1. Create index on the table

drop index if exists index_test1;
create index index_test1 on test1(calendar_date);

2. Open session 1 begin a transaction to re-create the index:

begin;
drop index if exists index_test1;
create index index_test1 on test1(calendar_date);

3. Open session 2 and query pg_indexes:

select * from pg_indexes where tablename='test1'; <----------- this query will hung

4. Go to session 1 and commit the transaction;

5, Now the session 2 will throw out ERROR: cache lookup failed for relation <index oid> (ruleutils.c:10322)

 

Environment

GPDB 6

Cause

This is a expected behavior which was inherited from upstream postgres, let's break down the the cause step by step

Step 1 - session 1 - uncommitted transaction will lock both the table and index

gpadmin=# begin;
BEGIN
gpadmin=# drop index if exists index_test1;
DROP INDEX
gpadmin=# create index index_test1 on test1(calendar_date);
CREATE INDEX
gpadmin=# select pid, sess_id from pg_stat_activity where pid = pg_backend_pid();
   pid   | sess_id
---------+---------
 3559635 |     361
(1 row)
gpadmin=# select l.locktype, l.relation, c.relname,c.relkind, l.mode, l.granted, l.mppsessionid from pg_locks l join pg_class c on l.relation = c.oid where mppsessionid=361 and relation in (select oid from pg_class where relname in ('index_test1', 'test1'));
locktype | relation |  relname   | relkind |        mode         | granted | mppsessionid
----------+----------+-------------+---------+---------------------+---------+--------------
relation |  1444935 | test1   | r       | ShareLock           | t       |          361
relation |  1444935 | test1   | r       | AccessExclusiveLock | t       |          361
relation |  1444935 | test1   | r       | ShareLock           | t       |          361
relation |  1444935 | test1   | r       | AccessExclusiveLock | t       |          361
relation |  1444935 | test1   | r       | ShareLock           | t       |          361
relation |  1444935 | test1   | r       | AccessExclusiveLock | t       |          361
 relation |  1444938 | index_test1 | i       | AccessExclusiveLock | t       |          361
 relation |  1444938 | index_test1 | i       | AccessExclusiveLock | t       |          361
 relation |  1444938 | index_test1 | i       | AccessExclusiveLock | t       |          361
(9 rows)

Step 2 - Session 2 - pg_indexes query will wait until AccessExclusiveLock released

- Now the following query will be stuck on waiting to gain a AccessShareLock on relation 'test1', however, such lock will not be granted unless the AccessExclusiveLock in session 1 get released.
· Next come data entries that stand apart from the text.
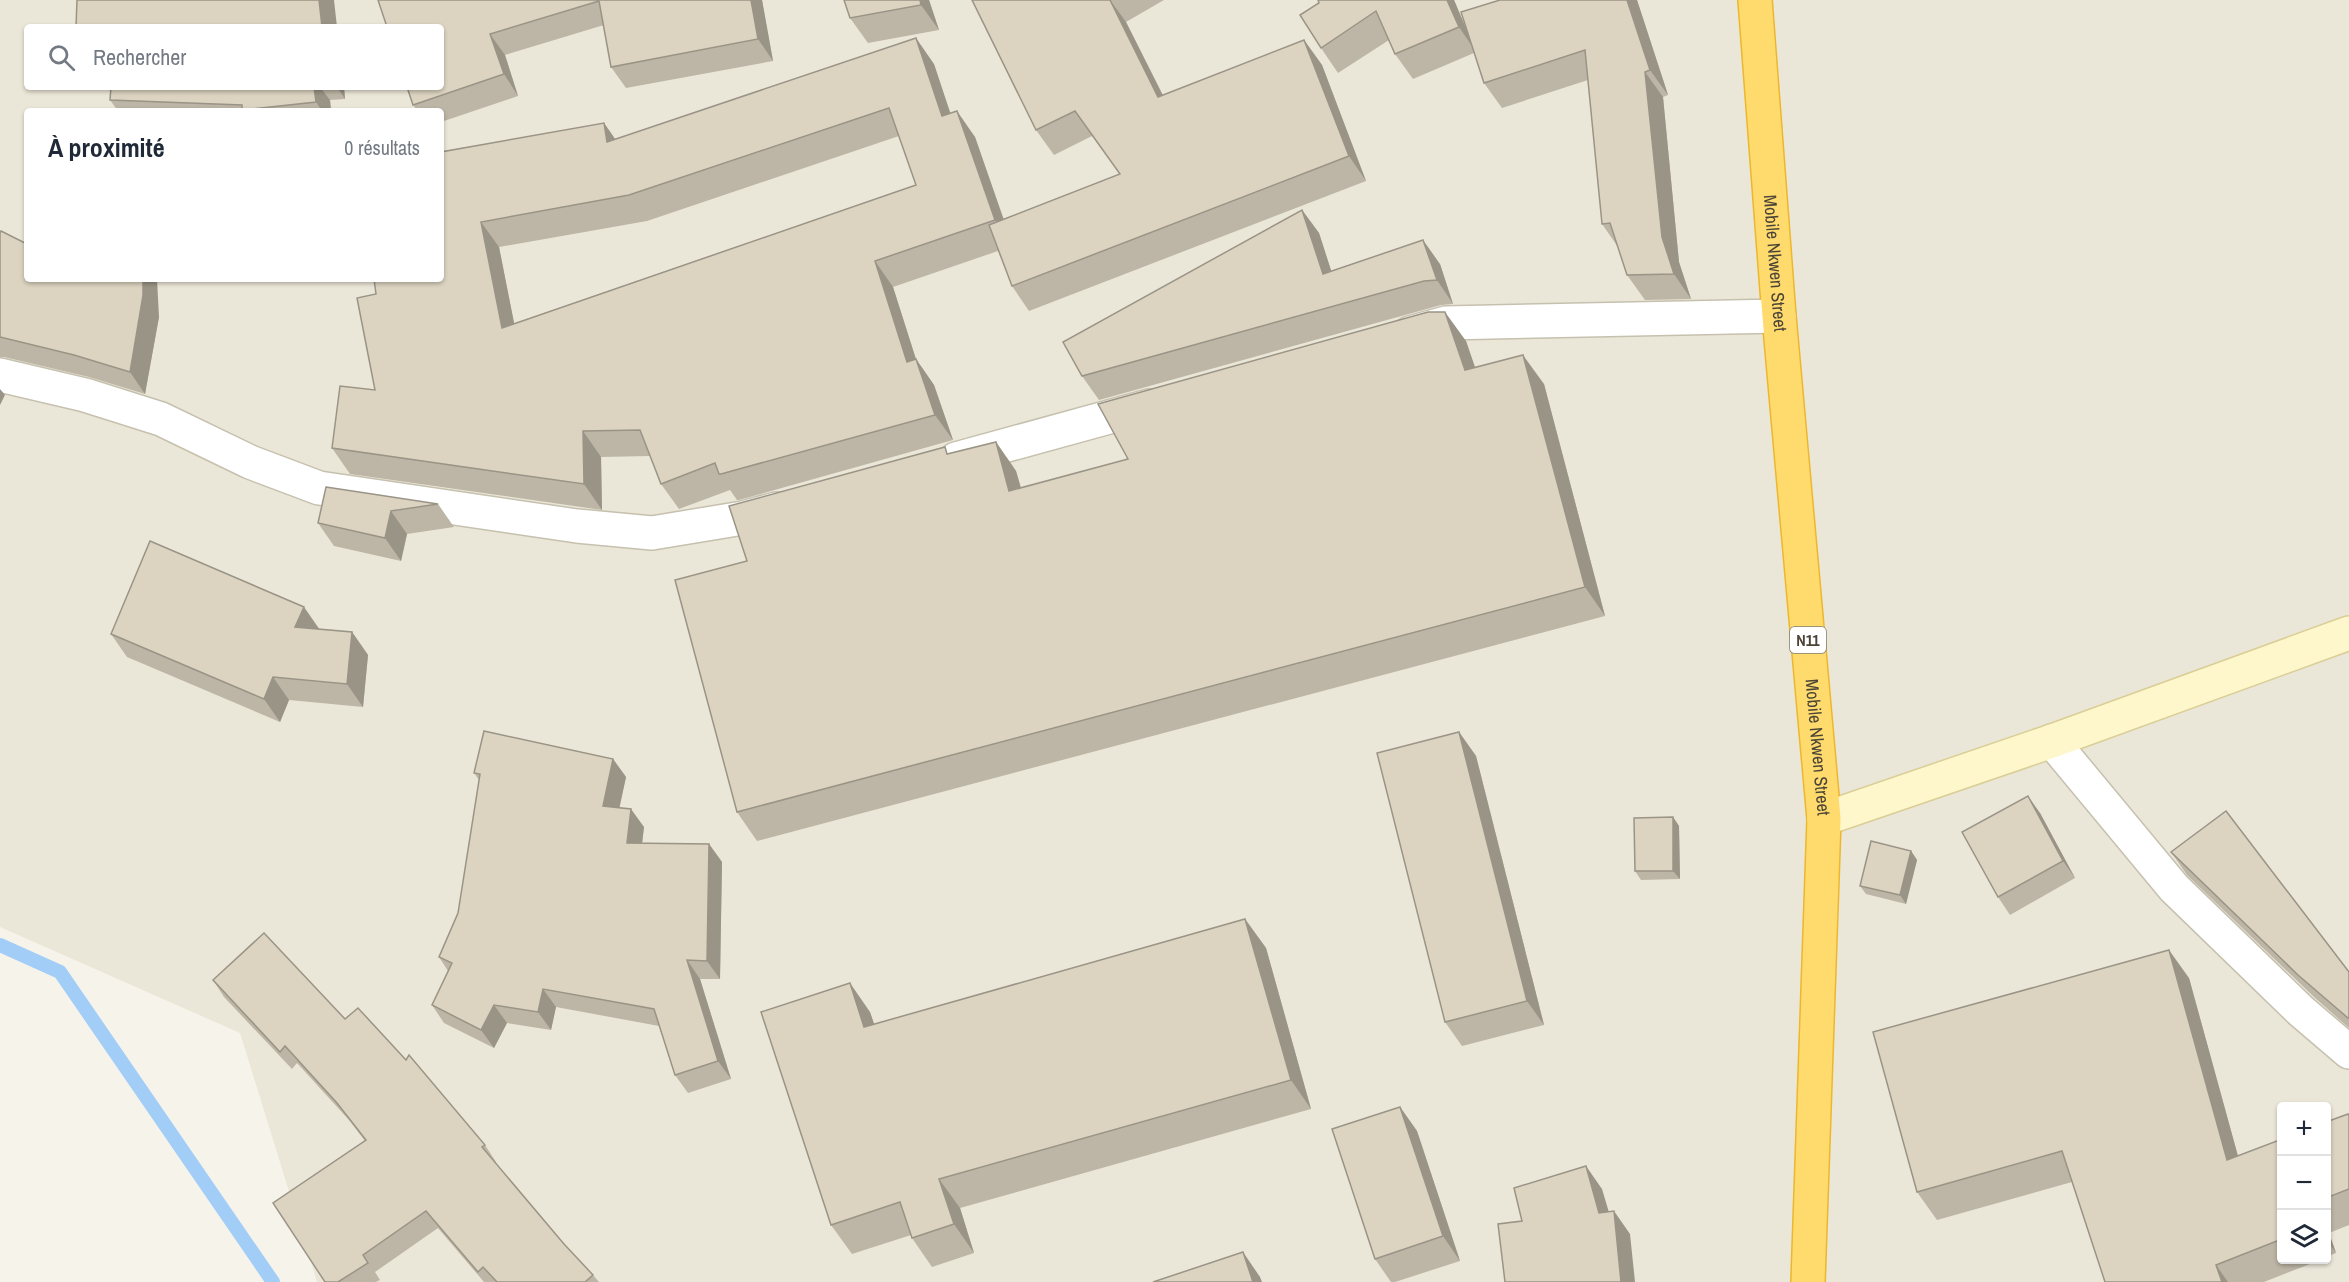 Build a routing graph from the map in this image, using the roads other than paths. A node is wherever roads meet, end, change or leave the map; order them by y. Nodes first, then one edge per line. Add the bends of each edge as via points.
1 (1755, 0) edge
2 (1779, 316) junction
3 (1377, 342) edge
4 (0, 375) edge
5 (1181, 397) edge
6 (927, 467) edge
7 (800, 502) edge
8 (2349, 633) edge
9 (2052, 741) junction
10 (1824, 819) junction
11 (2349, 1052) edge
12 (1808, 1282) edge

1 - 2 highway, Mobile Nkwen Street / N11
2 - 3 street via 1446,323
2 - 10 highway, Mobile Nkwen Street / N11
4 - 7 street via 85,395 161,419 250,462 319,488 577,526 652,533 743,518
5 - 6 street
8 - 9 street
9 - 10 street
9 - 11 street via 2174,888
10 - 12 highway, Mobile Nkwen Street / N11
gpadmin=# select * from pg_indexes where tablename='test1'; <----------- this query will hung

gpadmin=# select l.locktype, l.relation, c.relname,c.relkind, l.mode, l.granted, l.mppsessionid from pg_locks l join pg_class c on l.relation = c.oid where relation in (select oid from pg_class where relname in ('index_test1', 'test1')) and granted = 'f';
 locktype | relation | relname  | relkind |      mode       | granted | mppsessionid
----------+----------+----------+---------+-----------------+---------+--------------
relation |  1444935 | test1 | r       | AccessShareLock | f       |          472
(1 row)

- Note that at this moment, the index oid was staying as the old one 1444938 because session 1 was not getting committed

gpadmin=# select oid,relname from pg_class where relname in ('index_test1', 'test1');
   oid   |  relname
---------+------------
 1444935 | test1
 1444938 | index_test1
(2 rows)

Step 3 - commit session 1, session 2 was granted with required lock, only to find the old index oid is gone, thus returned with error.

- End session 1

session 1
gpadmin=# end ;
COMMIT

- Session 2 now can finish but will return with an error because the index oid has been recreated so the old index oid will no longer be found.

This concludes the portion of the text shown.